» **PROVIDED RECORDS**:
----------------------------------------

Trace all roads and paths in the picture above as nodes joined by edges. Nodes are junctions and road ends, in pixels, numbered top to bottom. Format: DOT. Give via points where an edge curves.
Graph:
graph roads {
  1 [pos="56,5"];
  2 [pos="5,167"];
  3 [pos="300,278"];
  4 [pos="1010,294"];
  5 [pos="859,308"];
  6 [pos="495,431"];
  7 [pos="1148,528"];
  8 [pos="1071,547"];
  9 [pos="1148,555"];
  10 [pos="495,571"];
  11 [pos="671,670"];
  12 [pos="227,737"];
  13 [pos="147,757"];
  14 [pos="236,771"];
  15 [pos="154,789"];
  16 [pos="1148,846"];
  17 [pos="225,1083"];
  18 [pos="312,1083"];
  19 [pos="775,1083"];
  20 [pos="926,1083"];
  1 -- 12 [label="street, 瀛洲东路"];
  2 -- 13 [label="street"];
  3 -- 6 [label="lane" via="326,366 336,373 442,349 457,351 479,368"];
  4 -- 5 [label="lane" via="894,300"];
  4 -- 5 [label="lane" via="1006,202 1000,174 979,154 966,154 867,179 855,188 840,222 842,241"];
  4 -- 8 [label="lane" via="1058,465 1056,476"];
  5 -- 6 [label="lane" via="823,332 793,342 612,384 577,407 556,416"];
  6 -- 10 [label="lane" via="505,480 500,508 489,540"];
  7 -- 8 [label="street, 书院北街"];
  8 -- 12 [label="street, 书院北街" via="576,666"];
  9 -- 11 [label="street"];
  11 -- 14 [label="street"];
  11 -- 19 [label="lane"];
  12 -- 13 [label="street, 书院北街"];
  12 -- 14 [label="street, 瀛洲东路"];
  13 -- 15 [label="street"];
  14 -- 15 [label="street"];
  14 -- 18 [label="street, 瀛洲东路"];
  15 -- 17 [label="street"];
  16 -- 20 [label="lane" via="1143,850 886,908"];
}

----------------------------------------

» **WHAT YOU WILL DO**: Every entry above should be duplicated exactly.

» **RESULT OF THE TASK**:
Trace all roads and paths in the picture above as nodes joined by edges. Nodes are junctions and road ends, in pixels, numbered top to bottom. Format: DOT. Give via points where an edge curves.
Graph:
graph roads {
  1 [pos="56,5"];
  2 [pos="5,167"];
  3 [pos="300,278"];
  4 [pos="1010,294"];
  5 [pos="859,308"];
  6 [pos="495,431"];
  7 [pos="1148,528"];
  8 [pos="1071,547"];
  9 [pos="1148,555"];
  10 [pos="495,571"];
  11 [pos="671,670"];
  12 [pos="227,737"];
  13 [pos="147,757"];
  14 [pos="236,771"];
  15 [pos="154,789"];
  16 [pos="1148,846"];
  17 [pos="225,1083"];
  18 [pos="312,1083"];
  19 [pos="775,1083"];
  20 [pos="926,1083"];
  1 -- 12 [label="street, 瀛洲东路"];
  2 -- 13 [label="street"];
  3 -- 6 [label="lane" via="326,366 336,373 442,349 457,351 479,368"];
  4 -- 5 [label="lane" via="894,300"];
  4 -- 5 [label="lane" via="1006,202 1000,174 979,154 966,154 867,179 855,188 840,222 842,241"];
  4 -- 8 [label="lane" via="1058,465 1056,476"];
  5 -- 6 [label="lane" via="823,332 793,342 612,384 577,407 556,416"];
  6 -- 10 [label="lane" via="505,480 500,508 489,540"];
  7 -- 8 [label="street, 书院北街"];
  8 -- 12 [label="street, 书院北街" via="576,666"];
  9 -- 11 [label="street"];
  11 -- 14 [label="street"];
  11 -- 19 [label="lane"];
  12 -- 13 [label="street, 书院北街"];
  12 -- 14 [label="street, 瀛洲东路"];
  13 -- 15 [label="street"];
  14 -- 15 [label="street"];
  14 -- 18 [label="street, 瀛洲东路"];
  15 -- 17 [label="street"];
  16 -- 20 [label="lane" via="1143,850 886,908"];
}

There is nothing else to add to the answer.